One thing I have noticed with some cages is that they have the lower vent on the cool side, and higher vent on the hot side, yet other cages have the opposite (high vent on the cool side, and low vent on the warm side). The basics of physics say that heat rises - however what I'm not sure on and may be an interesting study is what is the difference between these two designs.

My initial guess (and it's a guess) is that one would create more air flow than another and reduces humidity while the other lowers airflow a little, increases humidity and efficiency of the unit. Whether this is correct, and/or there are other benefits or flaws with each model I don't know. Which model you choose, and why you choose it may be worth adding into your project... (I'm guessing one would be better for humid environments and the other for colder environments. Think north qld vs inner land vic/nsw).

In essence, the placement of the vents within the thermal gradient has no overall bearing on the flow of air within the enclosure. The placement of the vents (one high and one low) will impact the efficiency of the enclosure though. If the outtake vent (hot air escaping) is close to the heat source, the hot air will escape before being able to heat the enclosure.

To help the following I will explain a little about thermodynamics. As air raises in temperature it becomes lighter and as air cools it becomes heavier. Hot air doesn't rise, cool air drops which forces hot air above.

The movement of cold or warm air causes fluctuations in air pressure. Warm air escaping will drop air pressure, this drop in air pressure causes cold air to be drawn in. The reverse is also true, cold air escaping will cause warm air to be drawn in. The air that is drawn in is equalising the pressure.

Therefore, the outtake vent on the opposite side of the heat source will make the heating of the enclosure more efficient. The hot air will fill up the top of the enclosure and upon reaching the outtake, be released. This will draw air from the intake vent (cold air entering) because of a drop in pressure.
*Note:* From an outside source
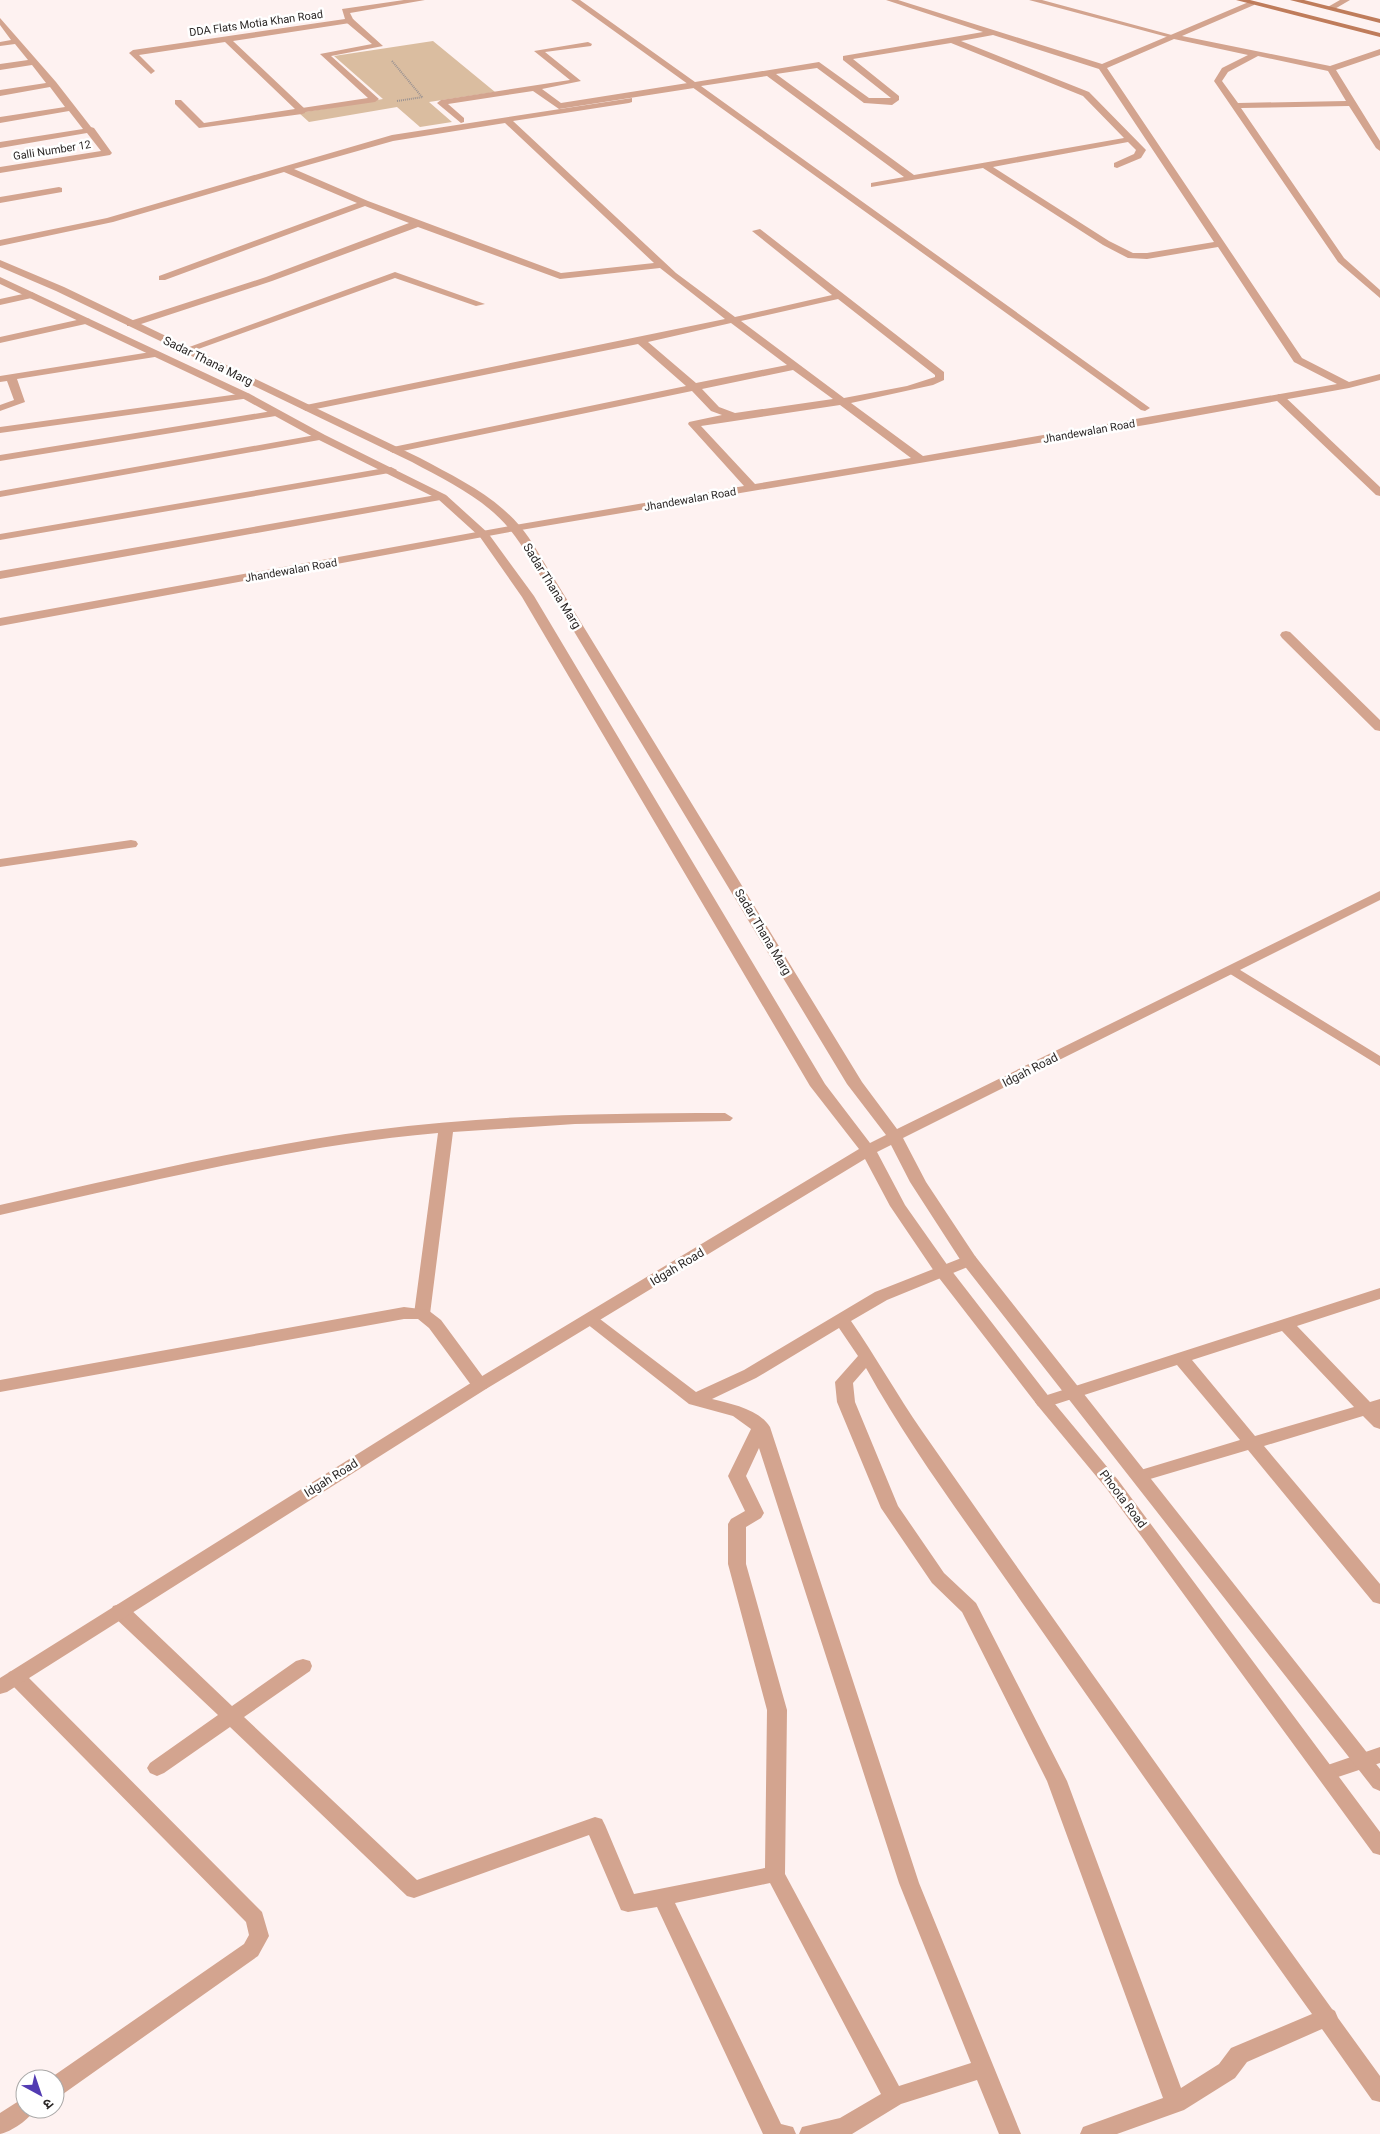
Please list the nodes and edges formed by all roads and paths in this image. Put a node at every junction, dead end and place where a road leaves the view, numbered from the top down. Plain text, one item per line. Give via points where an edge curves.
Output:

Now, this cycle of decompression and re-compression can only work if the ambient air temperature outside of the enclosure is colder than the air temperature within the enclosure. The more of a difference in air temperature between the two will create a higher rate of decompression and re-compression (hot air out and cool air in). If the ambient air temperature around the enclosure is the same as the air temperature within the enclosure, there will be no air movement in and out. So, to get good air flow within an enclosure you need to be able to control the air temperature within and around the enclosure.

The humidity of the enclosure is not overly affected by the air flow. Humidity is directly affected by the abundance of water within the enclosure.

I hope this helps.

Regards,
Nick
 
Hi everyone,
I have created a survey and if anyone would like to take a few minutes to fill it out I would greatly appreciate it. The data is going towards my portfolio, the final design and end product, which will all be marked by HSC examiners.
Thanks!

Problems With Reptile Enclosure Designs - https://s.surveyplanet.com/HItVlXyQ
 
You have a duplicate question, the last one is Same as one before
 
If looking for an alternative to a heat lamp, another heating solution that I use for belly warmth, is a heat rope (in conjunction with a thermostat) taped to the underside on a ceramic tile. My snake coils up on that. The principle can be applied to the decorative faux rocks that are hollow or whatever surface you like really, some just have poor thermal properties. Avoid using in a manner where the critter can get direct contact with the rope because parts of the rope will be much hotter than the temperature you have set on the thermostat. Likewise it is important that the sensor for the thermostat controlling the heat rope (or ropes) is affixed the the item you are heating. For example if you want a basking rock to be about 32 degrees and you stick the sensor on the wall of the enclosure, the rope will be on full heat and possibly hot enough to burn your critter, or melt hot glue, while the enclosure is below that temp.
The heat rope itself is 'waterproof' so can be run through the enclosure and possibly serve other purposes like warming a water source to increase humidity or conversely assist in drying a damp spot.